**ACTION ITEM:**
Tally how many lines of these entries hold the string "covering". Return the number alone.

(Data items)
= Beginning of Section =

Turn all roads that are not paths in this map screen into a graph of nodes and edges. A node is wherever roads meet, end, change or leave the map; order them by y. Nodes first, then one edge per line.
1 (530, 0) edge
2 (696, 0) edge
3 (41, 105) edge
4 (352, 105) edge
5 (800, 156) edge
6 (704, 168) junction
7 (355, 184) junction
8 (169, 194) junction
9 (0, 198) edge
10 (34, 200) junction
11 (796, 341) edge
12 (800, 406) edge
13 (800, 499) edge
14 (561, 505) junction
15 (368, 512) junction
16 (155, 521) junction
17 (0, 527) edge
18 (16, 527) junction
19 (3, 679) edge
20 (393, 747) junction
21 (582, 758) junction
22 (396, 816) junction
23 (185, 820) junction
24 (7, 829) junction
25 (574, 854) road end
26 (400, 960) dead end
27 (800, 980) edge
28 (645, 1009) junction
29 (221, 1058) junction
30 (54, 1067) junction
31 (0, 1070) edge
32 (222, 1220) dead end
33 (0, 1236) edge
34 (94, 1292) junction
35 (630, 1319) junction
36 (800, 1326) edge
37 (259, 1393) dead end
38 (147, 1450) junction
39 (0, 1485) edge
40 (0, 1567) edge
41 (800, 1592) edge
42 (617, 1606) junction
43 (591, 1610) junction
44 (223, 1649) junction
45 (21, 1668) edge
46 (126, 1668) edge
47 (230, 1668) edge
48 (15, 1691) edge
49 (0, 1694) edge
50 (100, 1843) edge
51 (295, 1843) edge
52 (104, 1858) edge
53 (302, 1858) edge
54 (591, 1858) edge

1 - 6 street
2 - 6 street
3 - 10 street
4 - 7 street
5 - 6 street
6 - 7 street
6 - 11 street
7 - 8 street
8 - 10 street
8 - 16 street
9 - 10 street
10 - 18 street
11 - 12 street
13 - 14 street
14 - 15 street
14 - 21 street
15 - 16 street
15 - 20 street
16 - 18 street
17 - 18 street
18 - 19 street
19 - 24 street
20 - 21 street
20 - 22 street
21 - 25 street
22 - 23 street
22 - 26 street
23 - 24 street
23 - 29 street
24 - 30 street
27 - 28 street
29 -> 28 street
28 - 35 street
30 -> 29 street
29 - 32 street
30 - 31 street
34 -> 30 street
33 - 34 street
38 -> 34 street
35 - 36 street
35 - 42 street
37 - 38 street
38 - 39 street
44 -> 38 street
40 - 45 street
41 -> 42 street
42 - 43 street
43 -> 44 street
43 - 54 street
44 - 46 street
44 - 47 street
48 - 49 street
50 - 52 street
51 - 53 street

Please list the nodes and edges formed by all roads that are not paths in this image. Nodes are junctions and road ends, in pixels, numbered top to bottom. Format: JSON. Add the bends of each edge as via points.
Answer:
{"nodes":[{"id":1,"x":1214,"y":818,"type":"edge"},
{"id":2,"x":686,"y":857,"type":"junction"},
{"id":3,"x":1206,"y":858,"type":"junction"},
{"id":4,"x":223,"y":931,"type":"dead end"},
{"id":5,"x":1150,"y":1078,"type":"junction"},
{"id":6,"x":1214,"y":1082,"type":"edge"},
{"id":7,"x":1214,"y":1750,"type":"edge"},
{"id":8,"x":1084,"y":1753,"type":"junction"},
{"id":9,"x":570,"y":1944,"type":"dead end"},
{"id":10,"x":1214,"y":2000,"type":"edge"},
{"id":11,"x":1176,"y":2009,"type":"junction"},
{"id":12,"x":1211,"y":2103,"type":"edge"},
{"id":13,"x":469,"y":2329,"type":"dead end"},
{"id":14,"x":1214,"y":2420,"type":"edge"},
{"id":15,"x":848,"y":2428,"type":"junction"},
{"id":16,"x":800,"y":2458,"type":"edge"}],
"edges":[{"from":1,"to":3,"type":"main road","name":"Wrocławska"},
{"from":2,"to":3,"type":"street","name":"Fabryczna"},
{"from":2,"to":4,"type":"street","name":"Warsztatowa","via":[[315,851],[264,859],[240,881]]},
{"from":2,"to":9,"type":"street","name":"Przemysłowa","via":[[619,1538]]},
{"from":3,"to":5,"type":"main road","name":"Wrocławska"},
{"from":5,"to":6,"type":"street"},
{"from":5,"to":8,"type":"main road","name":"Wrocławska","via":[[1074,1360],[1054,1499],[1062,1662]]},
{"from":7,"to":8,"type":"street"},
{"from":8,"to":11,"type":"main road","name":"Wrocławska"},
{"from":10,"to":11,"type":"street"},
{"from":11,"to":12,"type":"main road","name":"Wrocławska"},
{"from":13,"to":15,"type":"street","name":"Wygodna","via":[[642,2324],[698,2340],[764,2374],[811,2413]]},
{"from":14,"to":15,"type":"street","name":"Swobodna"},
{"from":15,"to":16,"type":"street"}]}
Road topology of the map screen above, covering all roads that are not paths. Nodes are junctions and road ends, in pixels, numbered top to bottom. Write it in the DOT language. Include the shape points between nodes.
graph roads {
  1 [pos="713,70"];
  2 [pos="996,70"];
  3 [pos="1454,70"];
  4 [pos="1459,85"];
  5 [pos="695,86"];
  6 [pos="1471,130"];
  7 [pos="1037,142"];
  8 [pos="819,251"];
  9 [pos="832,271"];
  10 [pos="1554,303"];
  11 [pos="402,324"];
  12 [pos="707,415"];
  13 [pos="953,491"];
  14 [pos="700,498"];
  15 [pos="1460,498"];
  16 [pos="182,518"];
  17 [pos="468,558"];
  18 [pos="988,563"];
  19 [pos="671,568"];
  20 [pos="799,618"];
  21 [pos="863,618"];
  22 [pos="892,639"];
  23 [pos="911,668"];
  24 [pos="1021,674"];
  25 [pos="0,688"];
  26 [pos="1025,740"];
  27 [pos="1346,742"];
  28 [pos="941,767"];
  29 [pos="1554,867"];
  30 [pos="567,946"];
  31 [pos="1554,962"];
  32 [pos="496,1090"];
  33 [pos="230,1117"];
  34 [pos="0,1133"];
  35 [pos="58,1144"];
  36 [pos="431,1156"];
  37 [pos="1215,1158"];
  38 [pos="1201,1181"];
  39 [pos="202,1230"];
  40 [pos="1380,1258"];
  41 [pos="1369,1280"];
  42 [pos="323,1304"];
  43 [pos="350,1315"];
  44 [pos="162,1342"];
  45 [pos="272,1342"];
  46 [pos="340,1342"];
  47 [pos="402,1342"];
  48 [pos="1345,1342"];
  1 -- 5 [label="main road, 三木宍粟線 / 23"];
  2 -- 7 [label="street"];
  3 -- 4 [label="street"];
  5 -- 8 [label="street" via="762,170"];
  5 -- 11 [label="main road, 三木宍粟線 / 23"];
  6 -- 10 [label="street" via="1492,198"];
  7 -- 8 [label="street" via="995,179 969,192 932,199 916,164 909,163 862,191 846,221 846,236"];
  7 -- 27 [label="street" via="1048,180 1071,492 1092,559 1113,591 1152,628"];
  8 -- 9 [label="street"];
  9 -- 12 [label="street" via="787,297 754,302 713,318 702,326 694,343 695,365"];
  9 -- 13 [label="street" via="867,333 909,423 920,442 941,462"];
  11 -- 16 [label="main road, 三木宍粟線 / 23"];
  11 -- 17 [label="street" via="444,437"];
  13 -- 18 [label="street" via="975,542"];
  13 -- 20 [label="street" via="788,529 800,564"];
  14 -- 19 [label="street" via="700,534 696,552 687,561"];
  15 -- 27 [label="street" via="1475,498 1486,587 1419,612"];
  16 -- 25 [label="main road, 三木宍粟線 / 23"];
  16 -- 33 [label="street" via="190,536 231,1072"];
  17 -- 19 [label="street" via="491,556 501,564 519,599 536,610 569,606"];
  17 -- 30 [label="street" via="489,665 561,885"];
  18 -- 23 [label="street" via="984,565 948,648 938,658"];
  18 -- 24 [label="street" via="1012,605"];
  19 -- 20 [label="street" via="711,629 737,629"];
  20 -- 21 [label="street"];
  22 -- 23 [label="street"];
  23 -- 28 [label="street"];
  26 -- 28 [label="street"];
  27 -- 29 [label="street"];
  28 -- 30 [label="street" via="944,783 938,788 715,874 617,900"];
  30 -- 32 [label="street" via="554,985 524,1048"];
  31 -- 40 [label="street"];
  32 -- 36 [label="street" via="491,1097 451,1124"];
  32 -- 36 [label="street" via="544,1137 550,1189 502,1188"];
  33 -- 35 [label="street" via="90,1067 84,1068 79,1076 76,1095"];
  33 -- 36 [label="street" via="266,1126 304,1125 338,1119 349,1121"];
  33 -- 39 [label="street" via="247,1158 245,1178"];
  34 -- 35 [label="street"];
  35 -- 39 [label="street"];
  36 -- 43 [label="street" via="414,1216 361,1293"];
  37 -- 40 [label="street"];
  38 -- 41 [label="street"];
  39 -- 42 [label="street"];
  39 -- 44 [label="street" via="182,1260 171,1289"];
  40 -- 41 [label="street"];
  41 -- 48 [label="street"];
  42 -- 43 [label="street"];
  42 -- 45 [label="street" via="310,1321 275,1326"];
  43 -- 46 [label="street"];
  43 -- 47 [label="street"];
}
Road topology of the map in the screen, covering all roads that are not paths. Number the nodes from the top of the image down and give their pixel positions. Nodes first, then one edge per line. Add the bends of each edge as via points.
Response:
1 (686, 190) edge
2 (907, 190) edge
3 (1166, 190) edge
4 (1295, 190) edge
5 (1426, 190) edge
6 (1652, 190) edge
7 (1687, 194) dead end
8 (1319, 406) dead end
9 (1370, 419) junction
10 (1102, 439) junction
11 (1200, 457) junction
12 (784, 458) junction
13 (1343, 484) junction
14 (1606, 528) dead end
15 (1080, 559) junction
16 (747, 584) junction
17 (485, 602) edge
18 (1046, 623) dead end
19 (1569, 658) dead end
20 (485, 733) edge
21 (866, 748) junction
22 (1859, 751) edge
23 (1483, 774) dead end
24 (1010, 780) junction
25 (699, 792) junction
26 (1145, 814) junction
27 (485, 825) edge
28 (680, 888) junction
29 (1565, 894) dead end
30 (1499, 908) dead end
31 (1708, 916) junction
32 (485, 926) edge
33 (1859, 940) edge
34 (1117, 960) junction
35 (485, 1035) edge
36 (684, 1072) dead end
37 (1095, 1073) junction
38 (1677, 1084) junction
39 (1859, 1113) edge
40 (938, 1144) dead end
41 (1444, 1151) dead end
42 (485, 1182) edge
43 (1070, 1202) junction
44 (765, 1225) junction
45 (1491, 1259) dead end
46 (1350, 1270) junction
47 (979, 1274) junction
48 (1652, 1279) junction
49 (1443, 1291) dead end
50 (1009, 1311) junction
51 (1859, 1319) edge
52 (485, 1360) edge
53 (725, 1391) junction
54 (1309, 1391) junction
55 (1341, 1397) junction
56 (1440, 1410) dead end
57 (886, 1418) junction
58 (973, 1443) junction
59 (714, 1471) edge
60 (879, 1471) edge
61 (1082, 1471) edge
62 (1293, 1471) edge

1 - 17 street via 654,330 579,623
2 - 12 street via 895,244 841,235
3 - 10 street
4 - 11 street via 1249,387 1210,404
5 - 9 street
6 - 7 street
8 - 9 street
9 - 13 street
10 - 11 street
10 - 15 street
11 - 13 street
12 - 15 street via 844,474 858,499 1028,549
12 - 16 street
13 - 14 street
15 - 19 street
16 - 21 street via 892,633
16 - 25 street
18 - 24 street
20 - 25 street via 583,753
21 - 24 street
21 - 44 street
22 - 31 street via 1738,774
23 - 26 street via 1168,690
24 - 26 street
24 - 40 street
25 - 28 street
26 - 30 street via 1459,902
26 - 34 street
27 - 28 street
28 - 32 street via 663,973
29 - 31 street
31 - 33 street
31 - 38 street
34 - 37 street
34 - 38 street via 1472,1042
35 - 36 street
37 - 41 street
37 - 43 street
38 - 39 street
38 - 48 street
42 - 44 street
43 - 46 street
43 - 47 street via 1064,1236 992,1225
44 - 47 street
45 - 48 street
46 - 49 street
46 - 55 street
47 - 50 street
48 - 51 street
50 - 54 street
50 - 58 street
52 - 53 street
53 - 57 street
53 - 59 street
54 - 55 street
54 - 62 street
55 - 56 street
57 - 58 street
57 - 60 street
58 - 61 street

= End of Section =

**EXERCISE ANSWER:**
2